##### Dataset entries #####
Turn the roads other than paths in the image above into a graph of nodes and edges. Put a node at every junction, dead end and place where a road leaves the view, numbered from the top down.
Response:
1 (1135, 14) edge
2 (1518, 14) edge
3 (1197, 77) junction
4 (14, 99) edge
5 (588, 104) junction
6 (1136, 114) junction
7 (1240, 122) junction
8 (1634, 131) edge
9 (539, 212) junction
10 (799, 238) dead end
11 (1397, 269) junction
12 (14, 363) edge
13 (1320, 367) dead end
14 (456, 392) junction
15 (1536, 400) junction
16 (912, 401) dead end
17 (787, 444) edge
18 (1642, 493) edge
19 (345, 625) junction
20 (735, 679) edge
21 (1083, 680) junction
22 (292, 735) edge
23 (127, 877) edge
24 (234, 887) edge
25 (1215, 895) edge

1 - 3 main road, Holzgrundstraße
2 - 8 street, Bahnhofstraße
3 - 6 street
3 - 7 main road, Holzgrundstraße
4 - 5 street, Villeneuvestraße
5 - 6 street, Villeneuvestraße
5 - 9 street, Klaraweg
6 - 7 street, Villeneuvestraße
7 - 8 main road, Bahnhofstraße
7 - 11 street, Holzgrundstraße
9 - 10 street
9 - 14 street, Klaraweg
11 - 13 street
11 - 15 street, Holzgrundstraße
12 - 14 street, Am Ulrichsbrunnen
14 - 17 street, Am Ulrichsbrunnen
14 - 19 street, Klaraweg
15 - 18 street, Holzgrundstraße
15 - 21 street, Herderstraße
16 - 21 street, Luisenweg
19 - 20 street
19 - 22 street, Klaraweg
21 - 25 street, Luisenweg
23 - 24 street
#####
— Exercise directions —
Retype each entry without altering a single word.

— Task response —
Turn the roads other than paths in the image above into a graph of nodes and edges. Put a node at every junction, dead end and place where a road leaves the view, numbered from the top down.
Response:
1 (1135, 14) edge
2 (1518, 14) edge
3 (1197, 77) junction
4 (14, 99) edge
5 (588, 104) junction
6 (1136, 114) junction
7 (1240, 122) junction
8 (1634, 131) edge
9 (539, 212) junction
10 (799, 238) dead end
11 (1397, 269) junction
12 (14, 363) edge
13 (1320, 367) dead end
14 (456, 392) junction
15 (1536, 400) junction
16 (912, 401) dead end
17 (787, 444) edge
18 (1642, 493) edge
19 (345, 625) junction
20 (735, 679) edge
21 (1083, 680) junction
22 (292, 735) edge
23 (127, 877) edge
24 (234, 887) edge
25 (1215, 895) edge

1 - 3 main road, Holzgrundstraße
2 - 8 street, Bahnhofstraße
3 - 6 street
3 - 7 main road, Holzgrundstraße
4 - 5 street, Villeneuvestraße
5 - 6 street, Villeneuvestraße
5 - 9 street, Klaraweg
6 - 7 street, Villeneuvestraße
7 - 8 main road, Bahnhofstraße
7 - 11 street, Holzgrundstraße
9 - 10 street
9 - 14 street, Klaraweg
11 - 13 street
11 - 15 street, Holzgrundstraße
12 - 14 street, Am Ulrichsbrunnen
14 - 17 street, Am Ulrichsbrunnen
14 - 19 street, Klaraweg
15 - 18 street, Holzgrundstraße
15 - 21 street, Herderstraße
16 - 21 street, Luisenweg
19 - 20 street
19 - 22 street, Klaraweg
21 - 25 street, Luisenweg
23 - 24 street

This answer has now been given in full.